_WHAT THE EXERCISE ASKS_. Wherever the string "Stauffenbergstraße" shows up in the records below, return that line.

_RECORDS SHOWN_.
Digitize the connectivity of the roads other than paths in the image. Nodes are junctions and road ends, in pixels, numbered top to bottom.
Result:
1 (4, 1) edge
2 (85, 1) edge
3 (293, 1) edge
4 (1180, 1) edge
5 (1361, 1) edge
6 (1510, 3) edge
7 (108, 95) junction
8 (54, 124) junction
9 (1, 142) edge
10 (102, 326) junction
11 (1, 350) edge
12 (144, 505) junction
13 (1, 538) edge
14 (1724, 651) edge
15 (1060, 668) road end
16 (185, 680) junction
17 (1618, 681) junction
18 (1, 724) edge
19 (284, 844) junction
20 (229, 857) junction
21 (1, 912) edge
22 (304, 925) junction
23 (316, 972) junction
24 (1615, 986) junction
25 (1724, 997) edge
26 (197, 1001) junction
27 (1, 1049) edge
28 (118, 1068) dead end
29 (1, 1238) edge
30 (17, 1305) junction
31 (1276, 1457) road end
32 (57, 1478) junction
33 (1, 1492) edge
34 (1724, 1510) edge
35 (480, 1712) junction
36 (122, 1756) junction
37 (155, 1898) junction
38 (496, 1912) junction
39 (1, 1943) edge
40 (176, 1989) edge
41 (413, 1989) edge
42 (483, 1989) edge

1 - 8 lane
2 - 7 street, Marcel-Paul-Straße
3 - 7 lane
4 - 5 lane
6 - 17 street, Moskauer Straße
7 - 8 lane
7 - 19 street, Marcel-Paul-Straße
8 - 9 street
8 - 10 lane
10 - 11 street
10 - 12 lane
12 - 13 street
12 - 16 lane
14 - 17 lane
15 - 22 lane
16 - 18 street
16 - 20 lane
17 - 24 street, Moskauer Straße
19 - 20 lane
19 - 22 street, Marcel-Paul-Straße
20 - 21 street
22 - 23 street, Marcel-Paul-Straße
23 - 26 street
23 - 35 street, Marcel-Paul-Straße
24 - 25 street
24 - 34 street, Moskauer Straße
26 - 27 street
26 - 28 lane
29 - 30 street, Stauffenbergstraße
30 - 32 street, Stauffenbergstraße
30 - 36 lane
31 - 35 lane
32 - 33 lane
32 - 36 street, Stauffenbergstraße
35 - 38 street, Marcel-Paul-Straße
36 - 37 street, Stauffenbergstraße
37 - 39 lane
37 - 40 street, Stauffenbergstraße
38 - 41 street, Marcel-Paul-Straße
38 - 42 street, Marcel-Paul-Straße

_EXERCISE RESULT_.
29 - 30 street, Stauffenbergstraße
30 - 32 street, Stauffenbergstraße
32 - 36 street, Stauffenbergstraße
36 - 37 street, Stauffenbergstraße
37 - 40 street, Stauffenbergstraße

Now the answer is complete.